Member of the Ohio House of Representatives from the 43rd district
- In office January 1, 2021 – 2023
- Preceded by: Jeffery Todd Smith

Personal details
- Party: Republican
- Education: Morehead State University (BA)

= Rodney Creech =

American politician from Ohio

Rodney Creech is a Republican member of the Ohio House of Representatives representing the 40th district. He was elected in 2020, defeating Democrat Amy Cox with 54% of the vote.

==Electoral history==

Election results
Year: Office; Election; Votes for Creech; %; Opponent; Party; Votes; %
2020: Ohio House of Representatives; General; 31,463; 54.2%; Amy Cox; Democrat; 26,552; 45.8%
2022: General; 30,028; 71.7%; Amy Cox; Democrat; 11,877; 28.3%
2024: General; Bobbie Arnold; Democrat

==Controversy==

In May 2025, reports were made public of allegations regarding sexual misconduct with an underage family member of Creech, then-State Representative. Specifically, according to Ohio Bureau of Criminal Investigation, Creech was accused in 2023 by a minor female relative of climbing into bed with her while erect and wearing only his underwear. According to NBC4, text messages showed the minor complaining that Creech had been rubbing her legs and grabbing her waist. Creech admitted to investigators he had gotten into bed with the minor in his underwear but denied the sexual nature of the allegations.

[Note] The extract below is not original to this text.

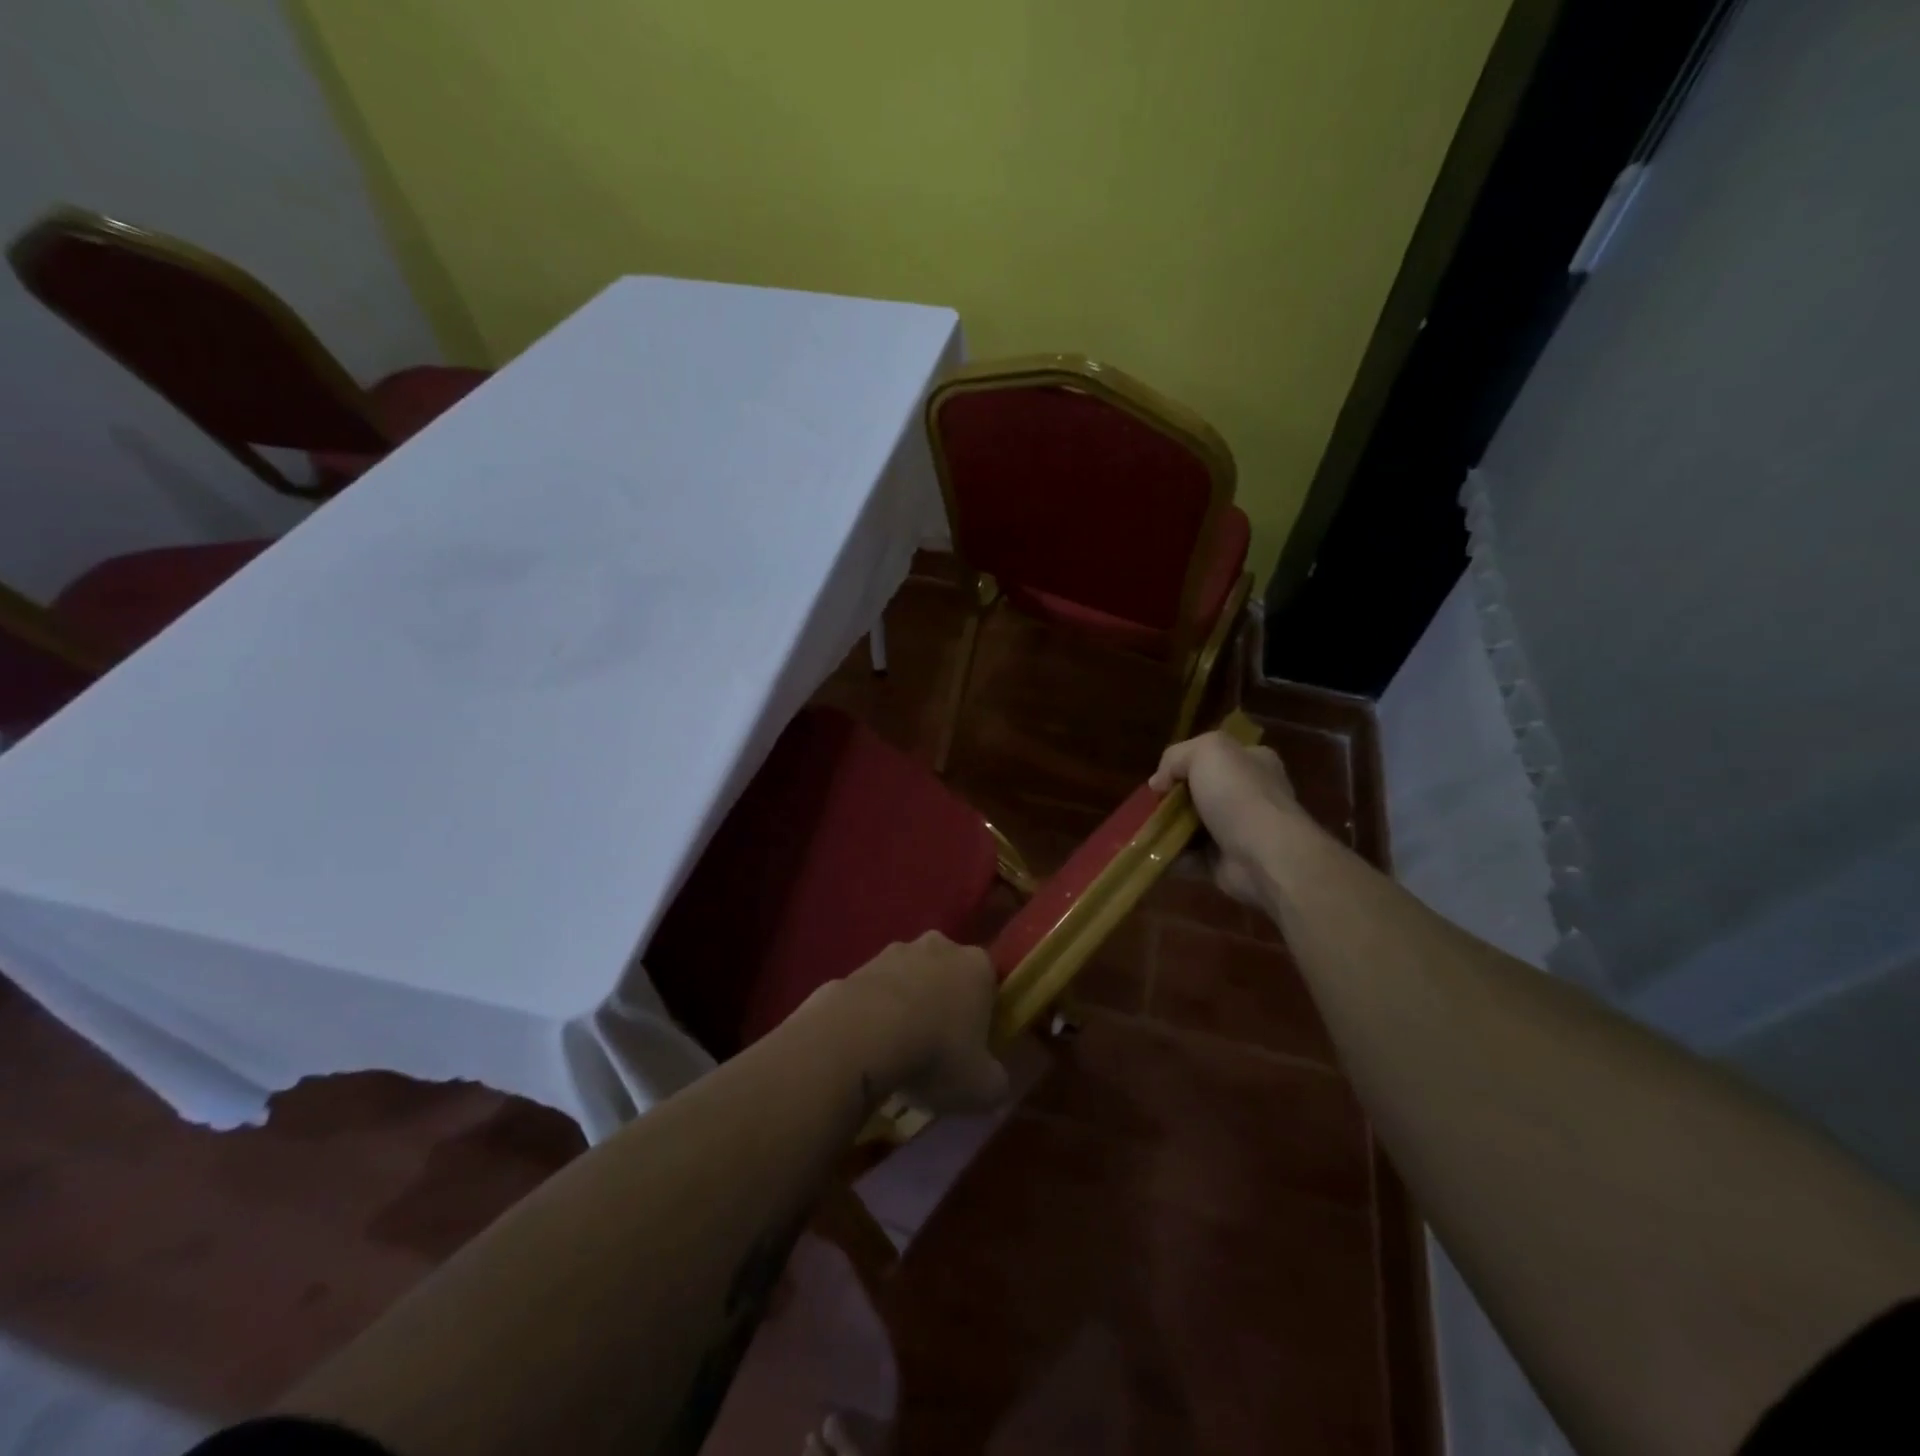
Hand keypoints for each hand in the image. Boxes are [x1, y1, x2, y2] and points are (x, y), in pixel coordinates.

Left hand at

An investigation into the matter yielded claims made by his family, but no criminal charges were pursued by local authorities. Members of the Ohio Republican Party openly called for Creech's resignation, following his removal from committee assignments by House Speaker Matt Huffman in May 2025. On February 17, 2026, it was reported that Creech's committee seats had been restored by Huffman. On February 20, 2026, the Ohio Republican Party endorsed Creech for reelection. In early May 2026, Creech defeated former representative J. Todd Smith 58% to 42% in the Republican primary for Ohio House District 40.